Today, four months after having closed Pinocchio’s access to the platforms, Facebook and Twitter maintain their exclusion. This exclusion is nothing more than censorship by a private company. Since their creation these two companies refused to carry out any censorship on the hypocritical ground that they consider themselves free support made available to the public and not an organ of information having therefore a responsibility on the published content. And once Pinocchio is beaten, they suddenly become sensitive to the excesses they had previously ignored. But these two companies are in a monopoly situation, their decisions, their procedures for censoring or letting things go are the most arbitrary.
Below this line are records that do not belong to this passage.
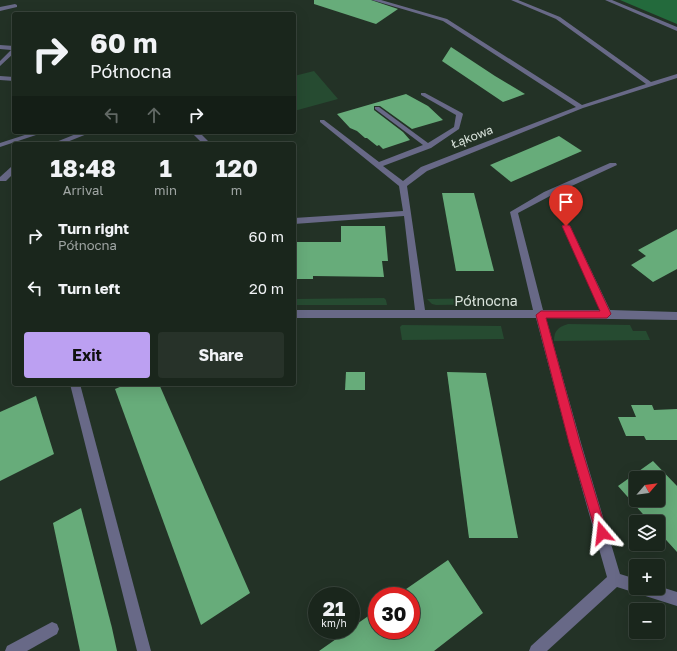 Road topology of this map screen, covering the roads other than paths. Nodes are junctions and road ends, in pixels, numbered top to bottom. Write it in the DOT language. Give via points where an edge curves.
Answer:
graph roads {
  1 [pos="375,0"];
  2 [pos="514,0"];
  3 [pos="608,0"];
  4 [pos="15,6"];
  5 [pos="0,9"];
  6 [pos="677,29"];
  7 [pos="0,47"];
  8 [pos="12,49"];
  9 [pos="12,51"];
  10 [pos="0,64"];
  11 [pos="677,76"];
  12 [pos="0,78"];
  13 [pos="12,79"];
  14 [pos="651,85"];
  15 [pos="423,94"];
  16 [pos="581,107"];
  17 [pos="378,108"];
  18 [pos="322,121"];
  19 [pos="13,134"];
  20 [pos="35,134"];
  21 [pos="82,134"];
  22 [pos="197,134"];
  23 [pos="60,142"];
  24 [pos="205,142"];
  25 [pos="3,144"];
  26 [pos="428,146"];
  27 [pos="613,164"];
  28 [pos="378,165"];
  29 [pos="12,171"];
  30 [pos="1,179"];
  31 [pos="12,180"];
  32 [pos="403,185"];
  33 [pos="408,213"];
  34 [pos="296,221"];
  35 [pos="566,226"];
  36 [pos="296,314"];
  37 [pos="607,314"];
  38 [pos="421,315"];
  39 [pos="541,315"];
  40 [pos="677,316"];
  41 [pos="76,386"];
  42 [pos="615,579"];
  43 [pos="629,584"];
  44 [pos="665,595"];
  45 [pos="677,599"];
  46 [pos="52,629"];
  47 [pos="12,651"];
  48 [pos="144,651"];
  49 [pos="536,651"];
  1 -- 16 [label="street" via="445,20"];
  2 -- 14 [label="street" via="558,18"];
  3 -- 6 [label="street"];
  4 -- 5 [label="street"];
  7 -- 8 [label="street"];
  9 -- 10 [label="street"];
  11 -- 14 [label="street, Łąkowa"];
  12 -- 13 [label="street"];
  14 -- 16 [label="street, Łąkowa"];
  15 -- 26 [label="street" via="460,114 457,128"];
  16 -- 32 [label="street, Łąkowa" via="424,169"];
  17 -- 26 [label="street"];
  18 -- 28 [label="street"];
  19 -- 25 [label="street"];
  20 -- 25 [label="street"];
  21 -- 23 [label="street"];
  22 -- 24 [label="street"];
  26 -- 28 [label="street"];
  27 -- 39 [label="street" via="514,212"];
  28 -- 32 [label="street"];
  29 -- 30 [label="street"];
  30 -- 31 [label="street"];
  32 -- 33 [label="street"];
  33 -- 34 [label="street"];
  33 -- 38 [label="street"];
  35 -- 37 [label="street"];
  36 -- 38 [label="street, Północna"];
  37 -- 39 [label="street, Północna"];
  37 -- 40 [label="street, Północna"];
  38 -- 39 [label="street, Północna"];
  39 -- 42 [label="street"];
  41 -- 48 [label="street"];
  42 -- 43 [label="street"];
  42 -- 49 [label="street"];
  44 -- 45 [label="street"];
  46 -- 47 [label="street"];
} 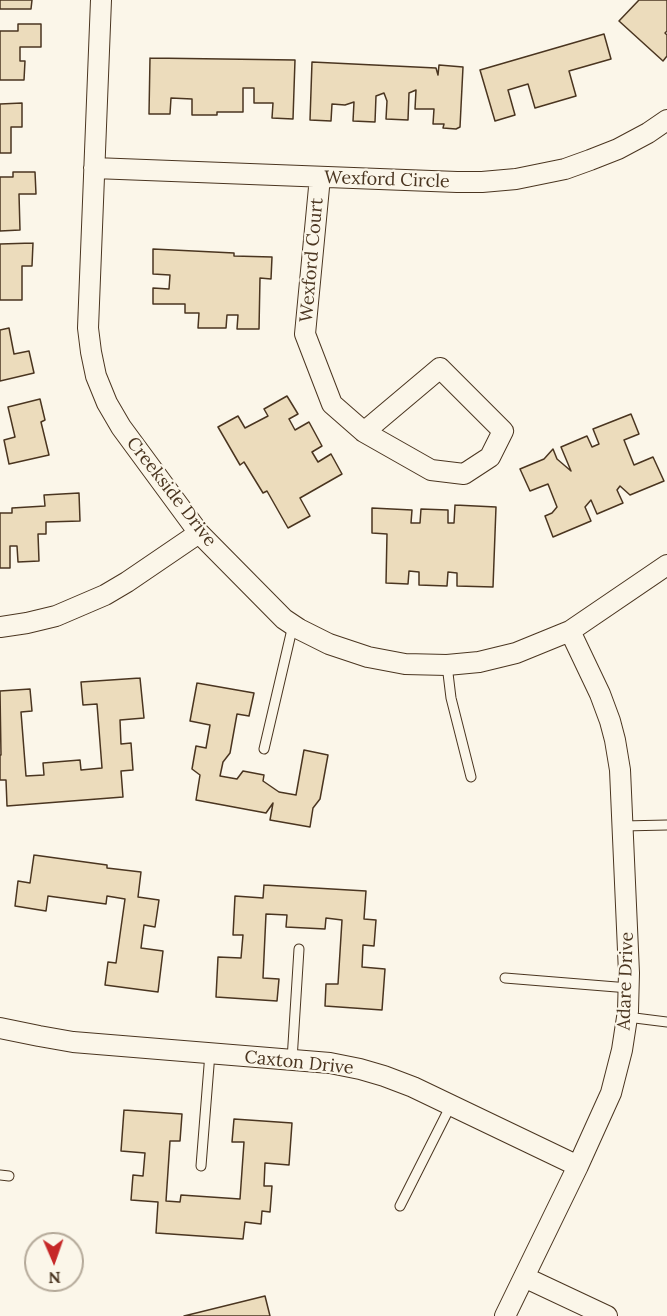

The ban to these platforms, whether this exclusion is justified by lies, provocation or the call to crime, the sanction must falls under the law, in no case should it be delegated to the private sector. Today, in the Internet-related field, several companies have reached a critical size that prohibits free competition. These companies are Amazon, Google, Microsoft, Facebook and Twitter. These companies, by the very nature of their operation, can and do escape paying their fair share, they rely on tax dumping and niches. Law maker all around the World all unite, you must finally assume your responsibilities: harmonize World wide taxation, kill loop holes these companies use to evade paying taxes, apply the anti-trust law to suppress the monopoly they own on the electronic communication market. Let’s face it, it’s a high mountain to climb, but should we succeed, the World will be a better place to live.